Task prompt. Pictures stay out of the copy; set down each line of the listing below exactly.
Provided entries below:
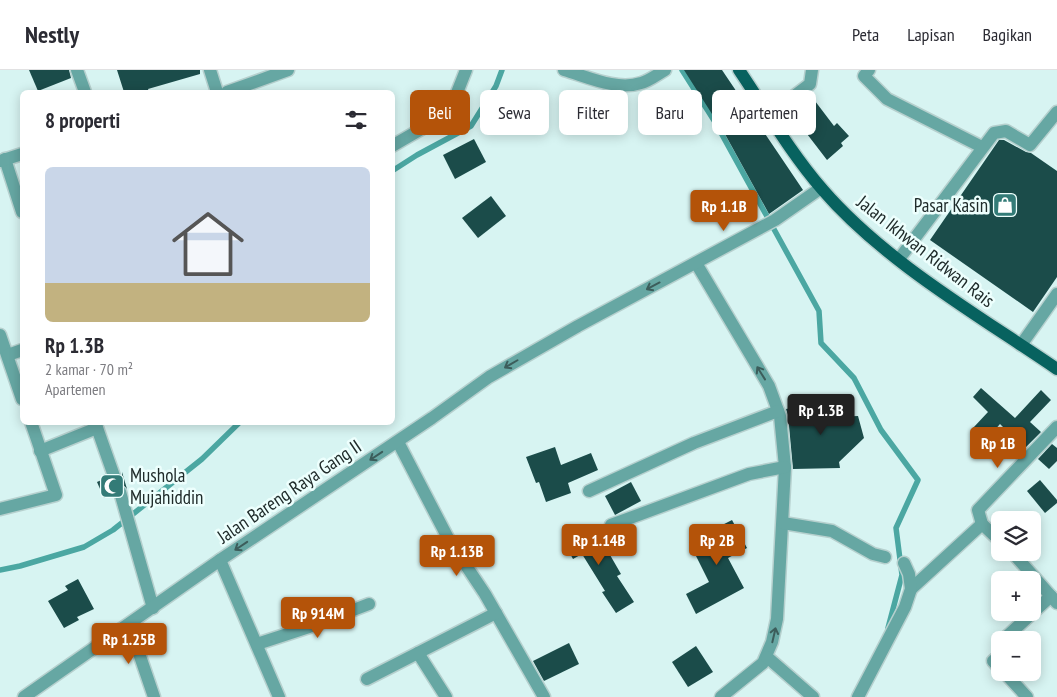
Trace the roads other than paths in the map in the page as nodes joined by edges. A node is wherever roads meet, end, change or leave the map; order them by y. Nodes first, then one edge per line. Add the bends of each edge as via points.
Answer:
1 (77, 70) edge
2 (210, 70) edge
3 (288, 70) edge
4 (466, 70) edge
5 (564, 70) edge
6 (665, 70) edge
7 (739, 70) edge
8 (812, 70) edge
9 (869, 70) edge
10 (84, 90) edge
11 (216, 90) edge
12 (233, 90) edge
13 (752, 90) edge
14 (802, 90) edge
15 (1057, 112) edge
16 (782, 135) edge
17 (986, 142) junction
18 (395, 144) edge
19 (20, 155) edge
20 (2, 160) edge
21 (821, 188) junction
22 (20, 207) edge
23 (899, 259) junction
24 (696, 263) junction
25 (1057, 294) edge
26 (0, 336) edge
27 (1021, 346) junction
28 (20, 351) edge
29 (8, 355) junction
30 (1057, 370) edge
31 (20, 393) edge
32 (778, 411) junction
33 (32, 425) edge
34 (96, 425) edge
35 (1057, 427) edge
36 (398, 442) junction
37 (40, 451) junction
38 (785, 467) junction
39 (114, 476) dead end
40 (589, 491) dead end
41 (120, 492) dead end
42 (0, 509) edge
43 (783, 523) junction
44 (982, 524) junction
45 (611, 525) dead end
46 (991, 532) edge
47 (885, 557) dead end
48 (220, 560) junction
49 (1020, 561) edge
50 (904, 563) dead end
51 (911, 589) junction
52 (1054, 600) edge
53 (368, 604) dead end
54 (153, 608) junction
55 (496, 613) junction
56 (129, 624) junction
57 (1014, 631) edge
58 (257, 644) junction
59 (418, 654) junction
60 (767, 657) junction
61 (367, 679) dead end
62 (1012, 681) edge
63 (24, 697) edge
64 (154, 697) edge
65 (279, 697) edge
66 (446, 697) edge
67 (544, 697) edge
68 (721, 697) edge
69 (813, 697) edge
70 (858, 697) edge
71 (1027, 697) edge

1 - 10 street
2 - 11 street
3 - 12 street
4 - 18 street via 449,113
5 - 6 street via 613,84 630,85 642,83
7 - 13 main road, Jalan Ikhwan Ridwan Rais
8 - 14 street via 810,84
9 - 17 street via 864,76 887,99
15 - 17 street via 1030,145 1006,131 999,131
16 - 21 main road, Jalan Ikhwan Ridwan Rais
17 - 23 street
19 - 20 street
20 - 22 street
21 - 23 main road, Jalan Ikhwan Ridwan Rais
21 - 24 street, Jalan Bareng Raya Gang II via 770,222
23 - 27 main road, Jalan Ikhwan Ridwan Rais
32 -> 24 street via 769,386
24 -> 36 street, Jalan Bareng Raya Gang II via 489,377
25 - 27 street
26 - 29 street
27 - 30 main road, Jalan Ikhwan Ridwan Rais
28 - 29 street
29 - 31 street
32 - 38 street
32 - 40 street via 694,443
33 - 37 street
34 - 37 street
34 - 39 street
35 - 44 street via 978,510
36 -> 48 street, Jalan Bareng Raya Gang II
36 - 55 street via 449,540
37 - 42 street via 56,494
38 - 43 street
38 - 45 street via 749,474
41 - 54 street
43 - 47 street via 832,531 873,554
60 -> 43 street via 777,619
44 - 46 street
44 - 51 street
48 - 54 street, Jalan Bareng Raya Gang II
48 - 58 street
49 - 52 street
50 - 51 street
51 - 70 street via 905,607
52 - 57 street
53 - 58 street
54 - 56 street, Jalan Bareng Raya Gang II
55 - 59 street
55 - 67 street
56 - 63 street, Jalan Bareng Raya Gang II
56 - 64 street
58 - 65 street
59 - 61 street
59 - 66 street
60 - 68 street
60 - 69 street
62 - 71 street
End of Provided entries.
Output of the task.
Trace the roads other than paths in the map in the page as nodes joined by edges. A node is wherever roads meet, end, change or leave the map; order them by y. Nodes first, then one edge per line. Add the bends of each edge as via points.
Answer:
1 (77, 70) edge
2 (210, 70) edge
3 (288, 70) edge
4 (466, 70) edge
5 (564, 70) edge
6 (665, 70) edge
7 (739, 70) edge
8 (812, 70) edge
9 (869, 70) edge
10 (84, 90) edge
11 (216, 90) edge
12 (233, 90) edge
13 (752, 90) edge
14 (802, 90) edge
15 (1057, 112) edge
16 (782, 135) edge
17 (986, 142) junction
18 (395, 144) edge
19 (20, 155) edge
20 (2, 160) edge
21 (821, 188) junction
22 (20, 207) edge
23 (899, 259) junction
24 (696, 263) junction
25 (1057, 294) edge
26 (0, 336) edge
27 (1021, 346) junction
28 (20, 351) edge
29 (8, 355) junction
30 (1057, 370) edge
31 (20, 393) edge
32 (778, 411) junction
33 (32, 425) edge
34 (96, 425) edge
35 (1057, 427) edge
36 (398, 442) junction
37 (40, 451) junction
38 (785, 467) junction
39 (114, 476) dead end
40 (589, 491) dead end
41 (120, 492) dead end
42 (0, 509) edge
43 (783, 523) junction
44 (982, 524) junction
45 (611, 525) dead end
46 (991, 532) edge
47 (885, 557) dead end
48 (220, 560) junction
49 (1020, 561) edge
50 (904, 563) dead end
51 (911, 589) junction
52 (1054, 600) edge
53 (368, 604) dead end
54 (153, 608) junction
55 (496, 613) junction
56 (129, 624) junction
57 (1014, 631) edge
58 (257, 644) junction
59 (418, 654) junction
60 (767, 657) junction
61 (367, 679) dead end
62 (1012, 681) edge
63 (24, 697) edge
64 (154, 697) edge
65 (279, 697) edge
66 (446, 697) edge
67 (544, 697) edge
68 (721, 697) edge
69 (813, 697) edge
70 (858, 697) edge
71 (1027, 697) edge

1 - 10 street
2 - 11 street
3 - 12 street
4 - 18 street via 449,113
5 - 6 street via 613,84 630,85 642,83
7 - 13 main road, Jalan Ikhwan Ridwan Rais
8 - 14 street via 810,84
9 - 17 street via 864,76 887,99
15 - 17 street via 1030,145 1006,131 999,131
16 - 21 main road, Jalan Ikhwan Ridwan Rais
17 - 23 street
19 - 20 street
20 - 22 street
21 - 23 main road, Jalan Ikhwan Ridwan Rais
21 - 24 street, Jalan Bareng Raya Gang II via 770,222
23 - 27 main road, Jalan Ikhwan Ridwan Rais
32 -> 24 street via 769,386
24 -> 36 street, Jalan Bareng Raya Gang II via 489,377
25 - 27 street
26 - 29 street
27 - 30 main road, Jalan Ikhwan Ridwan Rais
28 - 29 street
29 - 31 street
32 - 38 street
32 - 40 street via 694,443
33 - 37 street
34 - 37 street
34 - 39 street
35 - 44 street via 978,510
36 -> 48 street, Jalan Bareng Raya Gang II
36 - 55 street via 449,540
37 - 42 street via 56,494
38 - 43 street
38 - 45 street via 749,474
41 - 54 street
43 - 47 street via 832,531 873,554
60 -> 43 street via 777,619
44 - 46 street
44 - 51 street
48 - 54 street, Jalan Bareng Raya Gang II
48 - 58 street
49 - 52 street
50 - 51 street
51 - 70 street via 905,607
52 - 57 street
53 - 58 street
54 - 56 street, Jalan Bareng Raya Gang II
55 - 59 street
55 - 67 street
56 - 63 street, Jalan Bareng Raya Gang II
56 - 64 street
58 - 65 street
59 - 61 street
59 - 66 street
60 - 68 street
60 - 69 street
62 - 71 street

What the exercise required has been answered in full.